Task requirements - Print every line of the data exactly as shown.

Stored data -
*****
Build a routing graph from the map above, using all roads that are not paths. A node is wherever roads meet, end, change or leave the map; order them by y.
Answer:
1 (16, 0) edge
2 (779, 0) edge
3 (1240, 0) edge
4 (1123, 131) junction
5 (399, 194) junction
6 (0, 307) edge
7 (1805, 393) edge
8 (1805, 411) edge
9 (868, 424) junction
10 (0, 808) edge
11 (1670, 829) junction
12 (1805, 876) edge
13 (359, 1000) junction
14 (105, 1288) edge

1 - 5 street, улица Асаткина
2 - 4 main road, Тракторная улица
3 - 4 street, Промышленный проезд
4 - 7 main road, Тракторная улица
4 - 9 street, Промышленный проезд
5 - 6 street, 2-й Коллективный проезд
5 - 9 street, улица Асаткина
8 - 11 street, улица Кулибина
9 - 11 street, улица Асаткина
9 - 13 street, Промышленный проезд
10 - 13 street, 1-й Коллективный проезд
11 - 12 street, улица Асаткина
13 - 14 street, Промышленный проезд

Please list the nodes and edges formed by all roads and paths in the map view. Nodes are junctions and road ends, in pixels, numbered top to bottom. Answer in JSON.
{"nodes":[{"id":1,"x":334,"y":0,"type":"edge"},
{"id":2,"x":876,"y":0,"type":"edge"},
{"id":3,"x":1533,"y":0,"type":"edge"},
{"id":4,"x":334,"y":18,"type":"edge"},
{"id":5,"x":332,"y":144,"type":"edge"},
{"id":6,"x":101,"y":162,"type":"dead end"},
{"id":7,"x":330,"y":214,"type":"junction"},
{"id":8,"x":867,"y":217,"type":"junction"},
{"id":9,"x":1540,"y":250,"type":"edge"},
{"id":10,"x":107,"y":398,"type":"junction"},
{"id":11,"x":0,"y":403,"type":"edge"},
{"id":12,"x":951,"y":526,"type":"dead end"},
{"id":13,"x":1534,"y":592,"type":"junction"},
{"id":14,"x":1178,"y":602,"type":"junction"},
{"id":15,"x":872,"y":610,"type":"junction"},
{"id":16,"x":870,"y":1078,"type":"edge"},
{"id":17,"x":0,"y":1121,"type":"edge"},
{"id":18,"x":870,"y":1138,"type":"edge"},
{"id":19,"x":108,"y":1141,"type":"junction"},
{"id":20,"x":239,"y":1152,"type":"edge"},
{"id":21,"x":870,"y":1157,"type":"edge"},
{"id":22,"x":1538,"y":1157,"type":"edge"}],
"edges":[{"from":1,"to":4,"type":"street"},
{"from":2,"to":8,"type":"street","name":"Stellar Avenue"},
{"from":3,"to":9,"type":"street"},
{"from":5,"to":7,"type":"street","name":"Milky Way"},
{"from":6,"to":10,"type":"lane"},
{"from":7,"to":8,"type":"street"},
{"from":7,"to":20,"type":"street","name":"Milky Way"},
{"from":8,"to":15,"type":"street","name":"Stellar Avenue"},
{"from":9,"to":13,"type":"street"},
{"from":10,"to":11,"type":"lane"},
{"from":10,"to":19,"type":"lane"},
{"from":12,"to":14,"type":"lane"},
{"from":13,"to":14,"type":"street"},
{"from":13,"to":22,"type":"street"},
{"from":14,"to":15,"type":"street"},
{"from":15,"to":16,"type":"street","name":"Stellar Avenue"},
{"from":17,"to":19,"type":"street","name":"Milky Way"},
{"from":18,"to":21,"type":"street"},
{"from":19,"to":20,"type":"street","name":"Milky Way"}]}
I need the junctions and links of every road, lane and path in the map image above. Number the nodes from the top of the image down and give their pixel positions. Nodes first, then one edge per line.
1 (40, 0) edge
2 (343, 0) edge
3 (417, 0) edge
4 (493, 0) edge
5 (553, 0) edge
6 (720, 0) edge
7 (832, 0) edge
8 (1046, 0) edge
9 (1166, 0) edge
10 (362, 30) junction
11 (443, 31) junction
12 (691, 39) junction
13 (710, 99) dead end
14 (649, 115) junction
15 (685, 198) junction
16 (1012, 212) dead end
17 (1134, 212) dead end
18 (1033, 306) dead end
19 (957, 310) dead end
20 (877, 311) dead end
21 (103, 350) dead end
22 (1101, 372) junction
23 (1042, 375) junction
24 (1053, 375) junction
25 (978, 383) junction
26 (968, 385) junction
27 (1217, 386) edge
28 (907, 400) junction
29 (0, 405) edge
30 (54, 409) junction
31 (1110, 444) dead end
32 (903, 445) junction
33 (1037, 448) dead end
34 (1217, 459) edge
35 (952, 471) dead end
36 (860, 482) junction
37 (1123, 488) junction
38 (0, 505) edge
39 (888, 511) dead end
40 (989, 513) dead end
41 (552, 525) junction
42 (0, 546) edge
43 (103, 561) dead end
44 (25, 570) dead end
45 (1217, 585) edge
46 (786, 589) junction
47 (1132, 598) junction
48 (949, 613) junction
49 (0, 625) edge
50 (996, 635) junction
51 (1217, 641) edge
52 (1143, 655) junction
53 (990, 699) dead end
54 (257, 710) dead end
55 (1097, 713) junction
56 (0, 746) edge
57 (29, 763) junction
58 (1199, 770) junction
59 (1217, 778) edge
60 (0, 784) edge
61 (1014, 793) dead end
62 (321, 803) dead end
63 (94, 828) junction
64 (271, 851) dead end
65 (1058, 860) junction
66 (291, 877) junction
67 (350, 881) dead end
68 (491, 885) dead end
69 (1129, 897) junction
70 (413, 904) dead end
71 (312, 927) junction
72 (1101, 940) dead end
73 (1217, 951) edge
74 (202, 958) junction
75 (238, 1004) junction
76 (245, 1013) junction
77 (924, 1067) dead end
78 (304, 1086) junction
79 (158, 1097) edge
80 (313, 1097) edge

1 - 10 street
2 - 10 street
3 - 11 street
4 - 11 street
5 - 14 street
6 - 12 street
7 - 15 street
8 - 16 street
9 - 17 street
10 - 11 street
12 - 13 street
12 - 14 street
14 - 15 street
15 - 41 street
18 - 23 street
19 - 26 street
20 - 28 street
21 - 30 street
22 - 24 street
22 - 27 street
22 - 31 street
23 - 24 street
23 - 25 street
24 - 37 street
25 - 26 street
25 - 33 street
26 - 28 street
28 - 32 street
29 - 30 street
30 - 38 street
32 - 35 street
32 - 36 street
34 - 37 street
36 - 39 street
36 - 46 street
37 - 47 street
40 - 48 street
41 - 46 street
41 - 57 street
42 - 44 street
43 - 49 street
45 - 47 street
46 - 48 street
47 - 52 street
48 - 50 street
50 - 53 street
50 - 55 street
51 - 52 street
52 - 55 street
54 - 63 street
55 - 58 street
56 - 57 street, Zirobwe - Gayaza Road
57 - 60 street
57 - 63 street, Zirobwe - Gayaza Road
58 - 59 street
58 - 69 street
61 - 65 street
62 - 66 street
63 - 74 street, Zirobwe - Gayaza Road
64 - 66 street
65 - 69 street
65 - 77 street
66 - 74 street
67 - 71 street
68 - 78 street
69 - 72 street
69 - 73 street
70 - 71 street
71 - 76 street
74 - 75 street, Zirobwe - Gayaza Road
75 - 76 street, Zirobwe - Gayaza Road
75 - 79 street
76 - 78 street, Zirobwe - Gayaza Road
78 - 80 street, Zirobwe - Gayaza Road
*****
Result -
Build a routing graph from the map above, using all roads that are not paths. A node is wherever roads meet, end, change or leave the map; order them by y.
Answer:
1 (16, 0) edge
2 (779, 0) edge
3 (1240, 0) edge
4 (1123, 131) junction
5 (399, 194) junction
6 (0, 307) edge
7 (1805, 393) edge
8 (1805, 411) edge
9 (868, 424) junction
10 (0, 808) edge
11 (1670, 829) junction
12 (1805, 876) edge
13 (359, 1000) junction
14 (105, 1288) edge

1 - 5 street, улица Асаткина
2 - 4 main road, Тракторная улица
3 - 4 street, Промышленный проезд
4 - 7 main road, Тракторная улица
4 - 9 street, Промышленный проезд
5 - 6 street, 2-й Коллективный проезд
5 - 9 street, улица Асаткина
8 - 11 street, улица Кулибина
9 - 11 street, улица Асаткина
9 - 13 street, Промышленный проезд
10 - 13 street, 1-й Коллективный проезд
11 - 12 street, улица Асаткина
13 - 14 street, Промышленный проезд

Please list the nodes and edges formed by all roads and paths in the map view. Nodes are junctions and road ends, in pixels, numbered top to bottom. Answer in JSON.
{"nodes":[{"id":1,"x":334,"y":0,"type":"edge"},
{"id":2,"x":876,"y":0,"type":"edge"},
{"id":3,"x":1533,"y":0,"type":"edge"},
{"id":4,"x":334,"y":18,"type":"edge"},
{"id":5,"x":332,"y":144,"type":"edge"},
{"id":6,"x":101,"y":162,"type":"dead end"},
{"id":7,"x":330,"y":214,"type":"junction"},
{"id":8,"x":867,"y":217,"type":"junction"},
{"id":9,"x":1540,"y":250,"type":"edge"},
{"id":10,"x":107,"y":398,"type":"junction"},
{"id":11,"x":0,"y":403,"type":"edge"},
{"id":12,"x":951,"y":526,"type":"dead end"},
{"id":13,"x":1534,"y":592,"type":"junction"},
{"id":14,"x":1178,"y":602,"type":"junction"},
{"id":15,"x":872,"y":610,"type":"junction"},
{"id":16,"x":870,"y":1078,"type":"edge"},
{"id":17,"x":0,"y":1121,"type":"edge"},
{"id":18,"x":870,"y":1138,"type":"edge"},
{"id":19,"x":108,"y":1141,"type":"junction"},
{"id":20,"x":239,"y":1152,"type":"edge"},
{"id":21,"x":870,"y":1157,"type":"edge"},
{"id":22,"x":1538,"y":1157,"type":"edge"}],
"edges":[{"from":1,"to":4,"type":"street"},
{"from":2,"to":8,"type":"street","name":"Stellar Avenue"},
{"from":3,"to":9,"type":"street"},
{"from":5,"to":7,"type":"street","name":"Milky Way"},
{"from":6,"to":10,"type":"lane"},
{"from":7,"to":8,"type":"street"},
{"from":7,"to":20,"type":"street","name":"Milky Way"},
{"from":8,"to":15,"type":"street","name":"Stellar Avenue"},
{"from":9,"to":13,"type":"street"},
{"from":10,"to":11,"type":"lane"},
{"from":10,"to":19,"type":"lane"},
{"from":12,"to":14,"type":"lane"},
{"from":13,"to":14,"type":"street"},
{"from":13,"to":22,"type":"street"},
{"from":14,"to":15,"type":"street"},
{"from":15,"to":16,"type":"street","name":"Stellar Avenue"},
{"from":17,"to":19,"type":"street","name":"Milky Way"},
{"from":18,"to":21,"type":"street"},
{"from":19,"to":20,"type":"street","name":"Milky Way"}]}
I need the junctions and links of every road, lane and path in the map image above. Number the nodes from the top of the image down and give their pixel positions. Nodes first, then one edge per line.
1 (40, 0) edge
2 (343, 0) edge
3 (417, 0) edge
4 (493, 0) edge
5 (553, 0) edge
6 (720, 0) edge
7 (832, 0) edge
8 (1046, 0) edge
9 (1166, 0) edge
10 (362, 30) junction
11 (443, 31) junction
12 (691, 39) junction
13 (710, 99) dead end
14 (649, 115) junction
15 (685, 198) junction
16 (1012, 212) dead end
17 (1134, 212) dead end
18 (1033, 306) dead end
19 (957, 310) dead end
20 (877, 311) dead end
21 (103, 350) dead end
22 (1101, 372) junction
23 (1042, 375) junction
24 (1053, 375) junction
25 (978, 383) junction
26 (968, 385) junction
27 (1217, 386) edge
28 (907, 400) junction
29 (0, 405) edge
30 (54, 409) junction
31 (1110, 444) dead end
32 (903, 445) junction
33 (1037, 448) dead end
34 (1217, 459) edge
35 (952, 471) dead end
36 (860, 482) junction
37 (1123, 488) junction
38 (0, 505) edge
39 (888, 511) dead end
40 (989, 513) dead end
41 (552, 525) junction
42 (0, 546) edge
43 (103, 561) dead end
44 (25, 570) dead end
45 (1217, 585) edge
46 (786, 589) junction
47 (1132, 598) junction
48 (949, 613) junction
49 (0, 625) edge
50 (996, 635) junction
51 (1217, 641) edge
52 (1143, 655) junction
53 (990, 699) dead end
54 (257, 710) dead end
55 (1097, 713) junction
56 (0, 746) edge
57 (29, 763) junction
58 (1199, 770) junction
59 (1217, 778) edge
60 (0, 784) edge
61 (1014, 793) dead end
62 (321, 803) dead end
63 (94, 828) junction
64 (271, 851) dead end
65 (1058, 860) junction
66 (291, 877) junction
67 (350, 881) dead end
68 (491, 885) dead end
69 (1129, 897) junction
70 (413, 904) dead end
71 (312, 927) junction
72 (1101, 940) dead end
73 (1217, 951) edge
74 (202, 958) junction
75 (238, 1004) junction
76 (245, 1013) junction
77 (924, 1067) dead end
78 (304, 1086) junction
79 (158, 1097) edge
80 (313, 1097) edge

1 - 10 street
2 - 10 street
3 - 11 street
4 - 11 street
5 - 14 street
6 - 12 street
7 - 15 street
8 - 16 street
9 - 17 street
10 - 11 street
12 - 13 street
12 - 14 street
14 - 15 street
15 - 41 street
18 - 23 street
19 - 26 street
20 - 28 street
21 - 30 street
22 - 24 street
22 - 27 street
22 - 31 street
23 - 24 street
23 - 25 street
24 - 37 street
25 - 26 street
25 - 33 street
26 - 28 street
28 - 32 street
29 - 30 street
30 - 38 street
32 - 35 street
32 - 36 street
34 - 37 street
36 - 39 street
36 - 46 street
37 - 47 street
40 - 48 street
41 - 46 street
41 - 57 street
42 - 44 street
43 - 49 street
45 - 47 street
46 - 48 street
47 - 52 street
48 - 50 street
50 - 53 street
50 - 55 street
51 - 52 street
52 - 55 street
54 - 63 street
55 - 58 street
56 - 57 street, Zirobwe - Gayaza Road
57 - 60 street
57 - 63 street, Zirobwe - Gayaza Road
58 - 59 street
58 - 69 street
61 - 65 street
62 - 66 street
63 - 74 street, Zirobwe - Gayaza Road
64 - 66 street
65 - 69 street
65 - 77 street
66 - 74 street
67 - 71 street
68 - 78 street
69 - 72 street
69 - 73 street
70 - 71 street
71 - 76 street
74 - 75 street, Zirobwe - Gayaza Road
75 - 76 street, Zirobwe - Gayaza Road
75 - 79 street
76 - 78 street, Zirobwe - Gayaza Road
78 - 80 street, Zirobwe - Gayaza Road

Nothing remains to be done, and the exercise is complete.